The real reasons for any poor
treatment always come down to money and hence time, there is an obsession with
cutting costs, we have mass production time and motion experts, supermarket and
financial guru’s all trying to get a quart out of a pint pot.
This is particularly so in the
Public Sector, where excellent service is expected for little or no cost; no
one sits down and works out what the need is for a good service and costs it
properly and then looks at what we can afford and the best allocation of
resources.
They know the number of doctors,
nurses and social workers required per patient, but then insist on making do
with half the number, who they blame when things go wrong. We spend a fortune
looking over our shoulder with expensive committees, reviews and enquiries to
tell us what common sense should do.
The main blame for the attitude
to pensioners must lie with the State and successive Governments, who have reduced
what should have been a successful National Insurance contributory pension
scheme to rubble, not meeting inflation increases and replacing them with
welfare benefits until everything is now benefit.
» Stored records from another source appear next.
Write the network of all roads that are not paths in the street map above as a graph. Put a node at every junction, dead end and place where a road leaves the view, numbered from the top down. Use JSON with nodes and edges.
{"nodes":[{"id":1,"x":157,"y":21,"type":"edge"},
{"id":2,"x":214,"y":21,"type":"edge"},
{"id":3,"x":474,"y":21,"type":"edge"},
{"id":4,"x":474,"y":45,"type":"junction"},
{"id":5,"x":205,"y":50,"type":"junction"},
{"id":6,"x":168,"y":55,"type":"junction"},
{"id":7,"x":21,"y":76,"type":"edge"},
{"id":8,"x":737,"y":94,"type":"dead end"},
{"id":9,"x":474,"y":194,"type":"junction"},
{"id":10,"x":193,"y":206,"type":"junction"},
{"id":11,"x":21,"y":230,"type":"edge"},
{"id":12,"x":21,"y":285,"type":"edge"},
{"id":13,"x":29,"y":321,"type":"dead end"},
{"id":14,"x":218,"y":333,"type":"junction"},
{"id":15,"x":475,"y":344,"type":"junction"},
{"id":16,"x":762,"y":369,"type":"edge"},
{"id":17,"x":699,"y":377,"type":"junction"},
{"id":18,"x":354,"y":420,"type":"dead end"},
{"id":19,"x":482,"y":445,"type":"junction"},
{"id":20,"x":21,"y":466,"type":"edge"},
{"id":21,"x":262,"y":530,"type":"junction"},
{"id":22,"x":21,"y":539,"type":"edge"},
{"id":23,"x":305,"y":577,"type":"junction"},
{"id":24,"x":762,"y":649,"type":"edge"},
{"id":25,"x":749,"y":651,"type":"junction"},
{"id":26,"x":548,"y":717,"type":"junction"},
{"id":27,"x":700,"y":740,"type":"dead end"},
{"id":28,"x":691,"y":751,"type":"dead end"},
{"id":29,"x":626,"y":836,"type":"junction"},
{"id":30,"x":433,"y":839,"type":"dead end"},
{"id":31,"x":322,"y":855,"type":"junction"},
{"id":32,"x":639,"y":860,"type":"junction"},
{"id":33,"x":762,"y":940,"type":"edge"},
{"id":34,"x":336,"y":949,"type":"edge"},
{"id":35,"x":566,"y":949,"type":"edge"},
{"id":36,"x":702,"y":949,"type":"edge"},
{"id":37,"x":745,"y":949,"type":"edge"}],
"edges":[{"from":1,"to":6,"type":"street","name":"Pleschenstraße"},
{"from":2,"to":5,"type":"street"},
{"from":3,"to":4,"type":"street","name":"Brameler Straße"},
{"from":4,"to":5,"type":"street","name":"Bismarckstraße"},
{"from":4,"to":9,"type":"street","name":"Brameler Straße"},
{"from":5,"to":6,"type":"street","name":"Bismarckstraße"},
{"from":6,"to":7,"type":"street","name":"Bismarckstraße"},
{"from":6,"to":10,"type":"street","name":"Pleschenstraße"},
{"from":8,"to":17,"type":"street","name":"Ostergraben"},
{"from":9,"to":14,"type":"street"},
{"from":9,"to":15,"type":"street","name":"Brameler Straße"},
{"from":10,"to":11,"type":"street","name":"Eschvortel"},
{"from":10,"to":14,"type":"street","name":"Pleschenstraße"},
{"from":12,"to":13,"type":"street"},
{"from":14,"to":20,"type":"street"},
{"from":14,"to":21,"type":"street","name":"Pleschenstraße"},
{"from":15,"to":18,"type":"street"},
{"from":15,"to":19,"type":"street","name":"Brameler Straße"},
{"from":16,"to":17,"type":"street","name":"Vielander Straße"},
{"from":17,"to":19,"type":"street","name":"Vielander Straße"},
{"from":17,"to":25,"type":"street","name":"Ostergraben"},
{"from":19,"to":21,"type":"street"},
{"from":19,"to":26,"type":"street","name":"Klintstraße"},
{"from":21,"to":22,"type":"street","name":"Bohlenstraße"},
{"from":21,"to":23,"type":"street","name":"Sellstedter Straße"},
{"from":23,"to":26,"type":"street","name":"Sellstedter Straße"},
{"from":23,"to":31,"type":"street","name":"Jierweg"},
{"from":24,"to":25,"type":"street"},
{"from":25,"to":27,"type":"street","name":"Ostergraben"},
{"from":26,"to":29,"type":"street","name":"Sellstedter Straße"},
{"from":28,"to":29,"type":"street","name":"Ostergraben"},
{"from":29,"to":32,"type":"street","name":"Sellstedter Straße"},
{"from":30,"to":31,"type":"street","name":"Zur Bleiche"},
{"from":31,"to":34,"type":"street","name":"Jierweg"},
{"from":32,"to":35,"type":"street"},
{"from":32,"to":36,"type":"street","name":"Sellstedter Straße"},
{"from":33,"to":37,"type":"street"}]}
Yet all their working life they
paid their taxes and also substantial NI pension contributions for their
retirement future. This money was not put aside to accumulate and grow, but
squandered until the system degenerated into the money, as it is deducted, paying today’s pension, with complete age
dependency, now unsustainable.
Now those in work today can no
longer afford to support the increasing number retired, even at the poverty
levels now prevailing, with desperate measures being taken to prop up the
system, making people work longer, means testing for basics, grabbing personal
assets with envious eyes on those who have made provision for themselves, with
extra pension contributions in personal schemes and creating envy.
Total National Insurance
contributions for someone on the average wage of £500 per week amount to 20% of
wages, the same as the basic tax rate; 80% of this money is spent on State
pensions. If this 16%, some £80 per week were put into a well managed funded
pension scheme it could after 40 years of work and saving yield a pension of
some £250 to £320 per week, three times the current State basic pension.
The State has thrown away these
advantages of prudent money management with the accumulation and growth of
funds, it has also lost sight of the fact that contributions are individual
personal savings to be respected and nurtured. In fact the current approach
would be treated as an illegal act of fraud.